In "Team Kakeru" mode, the story starts with the main heroes gathering in Tokyo. The professor's computer program in the form of the character "Chall", alerts them of the disaster happening in the city. It is shown that Specter has joined forces with an alien race, to take over the world once more. However, it's later revealed that the "alien race" are mutant versions of the breed "Pipotron" which take the DNA of the Pipotron Monkeys, and uses it to create other creatures to help dominate the globe. The player is left to destroy any of the Specter's Robot's and Monkeys and restore order to the world. Once Specter has been defeated, monkeys run wild throughout the city, and the game takes a turn in a different direction, and the player is left to save the globe from being destroyed by mutant creatures around the world.

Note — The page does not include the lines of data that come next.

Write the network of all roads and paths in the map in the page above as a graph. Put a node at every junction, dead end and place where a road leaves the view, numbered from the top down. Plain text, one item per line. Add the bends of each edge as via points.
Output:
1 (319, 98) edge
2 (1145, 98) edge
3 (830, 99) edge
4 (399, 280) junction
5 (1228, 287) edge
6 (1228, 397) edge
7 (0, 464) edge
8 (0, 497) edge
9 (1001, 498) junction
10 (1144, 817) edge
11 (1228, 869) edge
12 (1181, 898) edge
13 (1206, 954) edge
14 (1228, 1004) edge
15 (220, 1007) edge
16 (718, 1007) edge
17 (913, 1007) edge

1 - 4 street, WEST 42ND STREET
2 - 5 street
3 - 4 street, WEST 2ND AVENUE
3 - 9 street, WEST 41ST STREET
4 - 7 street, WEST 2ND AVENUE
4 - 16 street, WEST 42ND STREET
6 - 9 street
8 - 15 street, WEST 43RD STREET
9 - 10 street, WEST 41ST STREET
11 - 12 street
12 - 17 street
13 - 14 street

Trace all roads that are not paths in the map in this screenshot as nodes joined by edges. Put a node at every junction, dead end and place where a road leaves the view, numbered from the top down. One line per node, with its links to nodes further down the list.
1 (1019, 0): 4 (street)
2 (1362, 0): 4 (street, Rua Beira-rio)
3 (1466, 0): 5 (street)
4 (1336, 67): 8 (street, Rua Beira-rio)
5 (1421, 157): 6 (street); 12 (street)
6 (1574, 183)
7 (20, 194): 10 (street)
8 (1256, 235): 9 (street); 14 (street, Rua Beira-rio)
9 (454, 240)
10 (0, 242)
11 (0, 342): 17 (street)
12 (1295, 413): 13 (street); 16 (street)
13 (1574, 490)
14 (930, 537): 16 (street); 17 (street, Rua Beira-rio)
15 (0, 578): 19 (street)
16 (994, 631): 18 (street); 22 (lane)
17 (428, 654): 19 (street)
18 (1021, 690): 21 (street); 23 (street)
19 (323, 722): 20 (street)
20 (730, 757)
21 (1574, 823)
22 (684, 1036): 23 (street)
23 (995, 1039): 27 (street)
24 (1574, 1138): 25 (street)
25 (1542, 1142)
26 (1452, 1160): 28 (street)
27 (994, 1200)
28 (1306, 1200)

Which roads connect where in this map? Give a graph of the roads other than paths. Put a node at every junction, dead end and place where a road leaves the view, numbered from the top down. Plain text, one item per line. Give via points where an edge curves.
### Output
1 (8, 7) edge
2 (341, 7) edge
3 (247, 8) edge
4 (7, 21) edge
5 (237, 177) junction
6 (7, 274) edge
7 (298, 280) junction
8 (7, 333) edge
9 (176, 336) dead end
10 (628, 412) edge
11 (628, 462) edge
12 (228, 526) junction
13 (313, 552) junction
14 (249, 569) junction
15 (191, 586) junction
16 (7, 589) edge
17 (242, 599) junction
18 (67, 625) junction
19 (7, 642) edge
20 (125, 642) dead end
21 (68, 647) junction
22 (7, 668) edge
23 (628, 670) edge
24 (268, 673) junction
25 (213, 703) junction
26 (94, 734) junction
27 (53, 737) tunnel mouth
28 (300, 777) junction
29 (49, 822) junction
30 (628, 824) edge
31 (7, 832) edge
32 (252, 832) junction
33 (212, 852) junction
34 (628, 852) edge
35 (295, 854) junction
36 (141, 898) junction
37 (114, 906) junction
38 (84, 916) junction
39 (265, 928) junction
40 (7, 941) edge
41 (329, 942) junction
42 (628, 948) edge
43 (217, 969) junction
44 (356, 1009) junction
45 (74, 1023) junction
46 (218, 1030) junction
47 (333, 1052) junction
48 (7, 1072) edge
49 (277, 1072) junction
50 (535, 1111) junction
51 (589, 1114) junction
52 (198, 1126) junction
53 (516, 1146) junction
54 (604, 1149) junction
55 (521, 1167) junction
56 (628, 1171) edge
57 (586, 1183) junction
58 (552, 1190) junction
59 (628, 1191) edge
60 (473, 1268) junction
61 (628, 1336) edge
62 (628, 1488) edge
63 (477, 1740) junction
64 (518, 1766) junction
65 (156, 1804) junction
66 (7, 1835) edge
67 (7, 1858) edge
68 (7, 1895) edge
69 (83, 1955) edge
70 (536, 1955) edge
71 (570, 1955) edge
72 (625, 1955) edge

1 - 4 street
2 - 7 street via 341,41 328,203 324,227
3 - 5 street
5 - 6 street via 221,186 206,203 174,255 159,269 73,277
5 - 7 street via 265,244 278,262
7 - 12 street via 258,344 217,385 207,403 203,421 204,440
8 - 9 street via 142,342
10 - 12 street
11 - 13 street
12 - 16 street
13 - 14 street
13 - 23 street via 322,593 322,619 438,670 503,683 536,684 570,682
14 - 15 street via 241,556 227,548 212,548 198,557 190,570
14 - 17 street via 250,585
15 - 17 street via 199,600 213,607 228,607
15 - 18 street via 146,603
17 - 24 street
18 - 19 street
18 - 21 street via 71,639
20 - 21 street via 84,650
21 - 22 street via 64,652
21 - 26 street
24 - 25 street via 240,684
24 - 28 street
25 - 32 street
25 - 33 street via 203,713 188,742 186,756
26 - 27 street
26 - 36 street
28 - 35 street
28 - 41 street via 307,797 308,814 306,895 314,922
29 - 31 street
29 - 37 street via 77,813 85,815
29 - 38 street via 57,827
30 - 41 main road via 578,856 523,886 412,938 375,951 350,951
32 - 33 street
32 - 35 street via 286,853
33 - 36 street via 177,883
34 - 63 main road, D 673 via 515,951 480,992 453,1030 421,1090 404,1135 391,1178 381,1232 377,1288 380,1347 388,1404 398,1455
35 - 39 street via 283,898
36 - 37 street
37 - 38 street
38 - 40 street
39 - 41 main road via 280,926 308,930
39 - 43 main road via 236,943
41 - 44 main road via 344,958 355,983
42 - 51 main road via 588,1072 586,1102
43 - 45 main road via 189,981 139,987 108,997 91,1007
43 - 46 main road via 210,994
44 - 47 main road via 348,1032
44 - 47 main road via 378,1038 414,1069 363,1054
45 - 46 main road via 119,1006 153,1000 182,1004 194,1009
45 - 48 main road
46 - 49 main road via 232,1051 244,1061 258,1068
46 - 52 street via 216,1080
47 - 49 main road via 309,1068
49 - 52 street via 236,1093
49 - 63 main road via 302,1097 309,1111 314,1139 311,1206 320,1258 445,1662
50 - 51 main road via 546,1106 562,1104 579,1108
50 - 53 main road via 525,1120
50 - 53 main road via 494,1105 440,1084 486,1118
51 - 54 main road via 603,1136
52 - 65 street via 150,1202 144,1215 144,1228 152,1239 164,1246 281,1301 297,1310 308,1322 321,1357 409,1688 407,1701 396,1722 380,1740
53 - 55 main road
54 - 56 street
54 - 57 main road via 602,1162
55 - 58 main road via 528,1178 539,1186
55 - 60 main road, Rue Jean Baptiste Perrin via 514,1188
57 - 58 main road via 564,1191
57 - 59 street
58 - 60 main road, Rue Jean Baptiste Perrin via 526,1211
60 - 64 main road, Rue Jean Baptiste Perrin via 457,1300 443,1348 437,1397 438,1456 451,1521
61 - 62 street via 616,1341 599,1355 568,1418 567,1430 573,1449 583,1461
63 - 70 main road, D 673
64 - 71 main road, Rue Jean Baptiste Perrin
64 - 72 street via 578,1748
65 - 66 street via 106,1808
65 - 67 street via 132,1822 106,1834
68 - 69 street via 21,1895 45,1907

In "Team Specter", Specter is on vacation and is alerted by the Piposaru that the monkeys have started to take over the world, without his permission. He is shown that someone has created a Specter impostor, and Specter goes to save the world, before he is defeated. Once the impostor is defeated, it's revealed it was a Pipotron called "Meta" and it can take form of any living creature. The Pipotrons used Meta to take control of the monkeys, and now that he is gone, the monkeys have gone wild throughout Tokyo, and mutant creatures have taken over the city. It's now up to Specter and his team to save the world.

==Gameplay==
The gameplay uses the action based gameplay from the party title Ape Escape: Pumped & Primed, and mixes it with the platforming ape catching of the original title. Players use different weapons to destroy machines, and creatures lurking throughout the city. Players also use Gadgets to defeat monkeys, and use the "Monkey Net" to catch them. Each mission requires a different goal. Sometimes is needed to defeat a boss, other times to defeat a set of Targets, defend certain characters or weapons that will help throughout the game or sometimes need to capture a set of monkeys. Each mission containing monkeys has up to 100 monkeys available for capture. The more the players capture, the more "Gotcha Points" get added to their total score, which helps to unlock certain items in various ways. Missions eighteen and nineteen differ from the rest of the game. It requires to solve virtual puzzles within a time limit. This is the only occasion where Gadgets are no longer necessary to win the mission.

==Reception==
It was described as a "Recipe for Success" according to Yahoo Italy. They added: "Take the beauty of butterflies, a few hundred monkeys out of your mind and mix well with a simple yet innovative game play and graphics up to date. Bake for a few minutes in a preheated oven of Sony Computer Entertainment, and voila, here is Ape Escape!" It was received positively noting that the game strays away from its previous titles. They also mentioned missions eighteen to nineteen as the most creative levels a game in this genre has ever seen, also mentioning how it fits within the game, despite the game being solely on action based gameplay.